The defendant's sole contention on this appeal, that the officers lacked probable cause for the arrest, is unsupported by the evidence. It is unnecessary to consider this case as one involving an informer plus corroborative data, as is suggested in the briefs. The subject matter of the information conveyed concerning the defendant does not appear in the record, nor is there more than general reference made to informants. We conclude that the entire pattern of suspicious activity of defendant and codefendant, when coupled with previous contact with codefendant, plus the officer's experience with illegal traffic of drugs at the same location, provided ample probable cause for the arrest. ‘Reasonable or probable cause is shown if a man of ordinary care and prudence would be led to believe and conscientiously entertain an honest and strong suspicion that the accused is guilty.’ (People v.
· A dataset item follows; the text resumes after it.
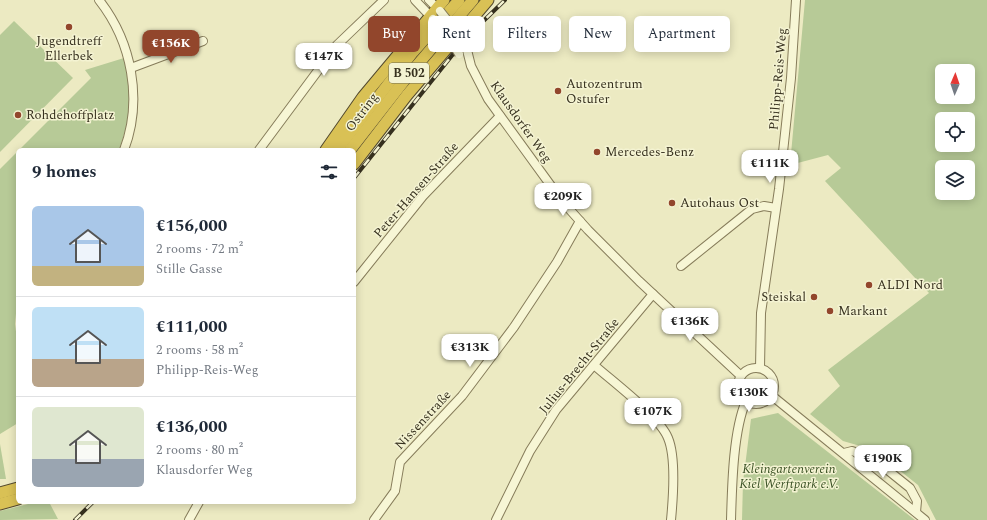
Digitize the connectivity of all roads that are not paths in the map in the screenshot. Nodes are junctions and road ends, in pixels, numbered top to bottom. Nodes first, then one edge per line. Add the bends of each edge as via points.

Cedeno, 218 Cal.App.2d 213, 219, 32 Cal.Rptr. 246, 250.) When considering the reaction of the ordinary man to a set of facts, one may take into account the expertise of the arresting officer in matters of narcotic detection in determining if his observations would arouse the requisite belief. (People v. Williams, 196 Cal.App.2d 726, 728, 16 Cal.Rptr. 836.) Here the officer testified that, based on all the facts and his knowledge, he concluded that the defendant was selling dangerous drugs. We concur that this was a reasonable conclusion. Though each case involving the question of probable cause must be decided on its own facts (People v. Ingle, 53 Cal.2d 407, 412, 2 Cal.Rptr. 14, 348 P.2d 577), People v. Brown, 147 Cal.App.2d 352, 305 P.2d 126 is quite similar to the one before us as it involves suspicious acts and a pattern of exchange activity. There, probable cause was found to exist, though repetition of activity, as in our case, was not present, and the police officers therein involved had no particular reason to be looking for narcotics violations at the time they viewed the activity. (See also People v. Garcia, 171 Cal.App.2d 757, 341 P.2d 351.)
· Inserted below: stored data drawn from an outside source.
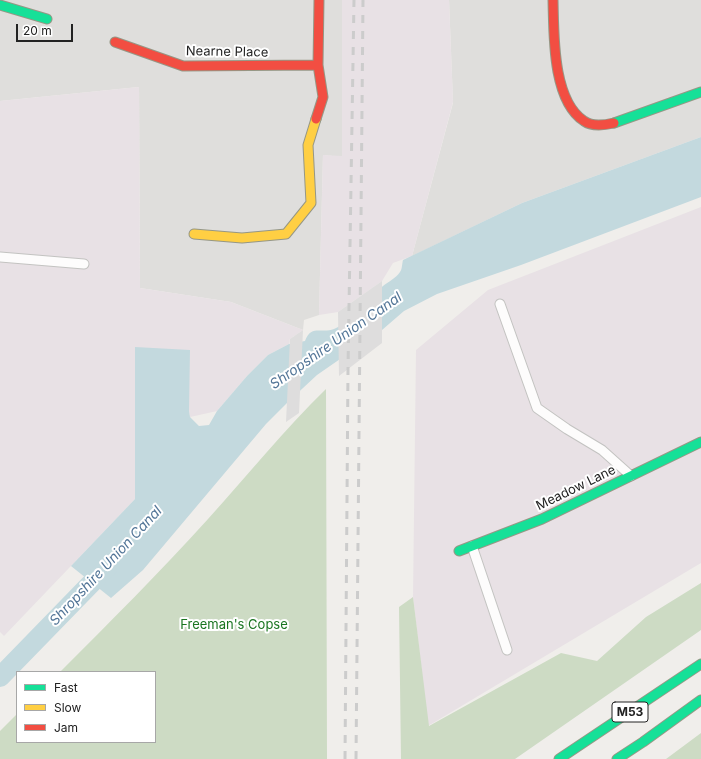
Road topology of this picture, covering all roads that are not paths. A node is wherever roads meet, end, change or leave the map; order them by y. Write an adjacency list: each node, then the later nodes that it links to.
1 (319, 0): 6 (main road)
2 (553, 0): 7 (main road)
3 (0, 5): 4 (main road)
4 (47, 19)
5 (115, 42): 6 (main road, Nearne Place)
6 (318, 65): 8 (main road)
7 (701, 92)
8 (194, 234)
9 (0, 258): 10 (lane)
10 (84, 264)
11 (500, 304): 13 (lane)
12 (701, 442): 13 (main road, Meadow Lane)
13 (631, 476): 14 (main road, Meadow Lane)
14 (472, 546): 15 (main road, Meadow Lane); 16 (lane)
15 (459, 551)
16 (507, 650)
17 (701, 664): 19 (main road, M53)
18 (701, 700): 20 (main road, M53)
19 (559, 759)
20 (617, 759)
We do not consider comments made by the trial judge indicating his reasoning processes in reaching his decision on probable cause. The inquiry on appeal is whether, in fact, the decision of the trial court was correct, not the reasons he may have stated for making it. (People v. Grana, 1 Cal.2d 565, 571, 36 P.2d 375.)

The judgment is affirmed.

STEPHENS, Associate Justice.

KAUS, P.J., and AISO, J. pro tem.,* concur.